Percutaneous biopsy, although sometimes a controversial procedure, has a role in the diagnosis of selected renal masses. Furthermore, if a mass is smaller than 1 cm, the recommendation is generally to observe it. For renal masses larger than 1 cm, particularly if greater than 3 cm, resection if possible is recommended. Meanwhile, for selected individuals and/or poor surgical candidates, biopsy and ablation can be considered [4, 29, 30].
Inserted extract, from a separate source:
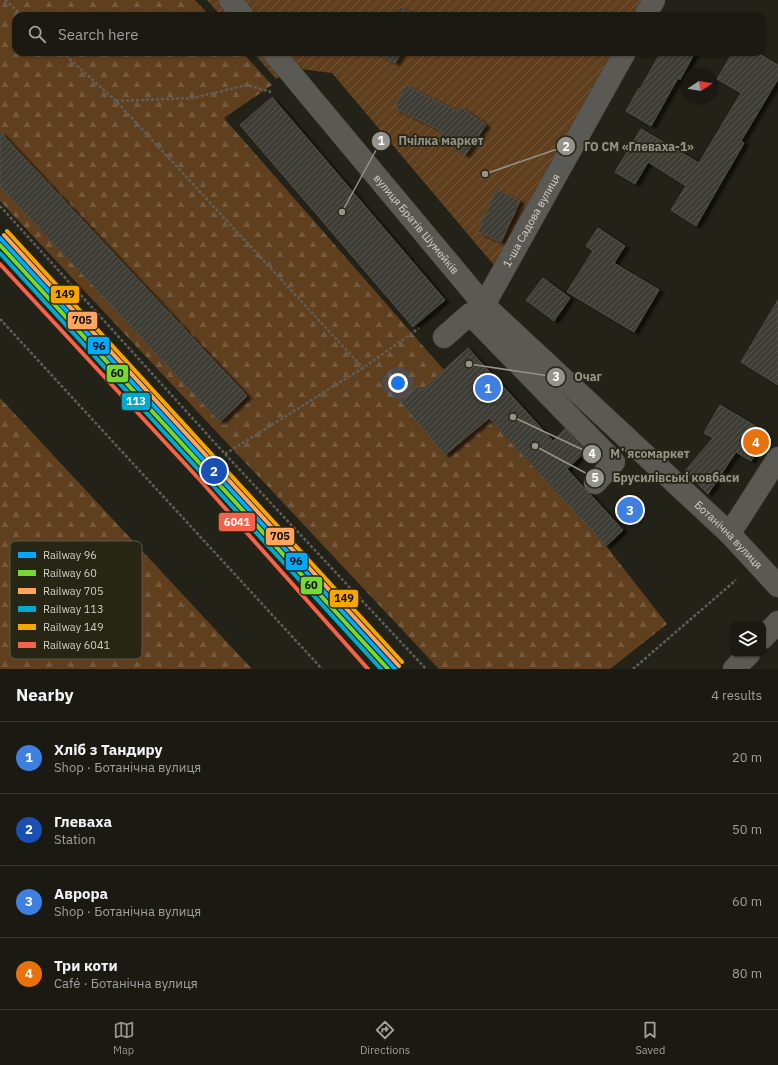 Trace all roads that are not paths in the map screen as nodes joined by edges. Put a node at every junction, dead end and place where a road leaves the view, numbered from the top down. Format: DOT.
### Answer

In recent years, there has been increased utilization of dual-energy CT for prospective evaluation of renal masses and complex cysts, as well as in conjunction with routine use in the emergency setting in case, amongst other reasons, an incidental renal mass is then discovered. Dual-energy CT offers several advantages, including the ability to assess an incidental renal process on a single IV contrast-enhanced acquisition [31, 32]. Performing dual-energy abdominal and pelvic CT routinely and reliably eliminates the need for obtaining an initial or follow-up “conventional” unenhanced CT examination, by creating virtual unenhanced images, which substantially reduces the radiation dose (by 30–50%) [31, 32].
Adrenal
Adrenal incidentalomas are very common, and are found in at least 3–7% of all adults undergoing CT including the adrenals. These incidental adrenal nodules are almost always benign. If the patient has no history of malignancy, and no evidence of other malignancy on the current CT examination, and has no known endocrine disorder, and if the adrenal nodule/mass is smaller than 4 cm, and is homogeneous and measures <10 HU, on either noncontrast or IV contrast-enhanced CT, it is almost certainly benign. These may be a lipid-rich adenoma, a cyst, or a myelolipoma. Even if the adrenal nodule measures more than 10 HU on unenhanced CT, it is still statistically much more likely to be benign [33]. Even in a patient with a known malignancy, adrenal nodules, in general, are more likely to be benign and incidental. However, in such patients, careful characterization and follow-up is necessary [34].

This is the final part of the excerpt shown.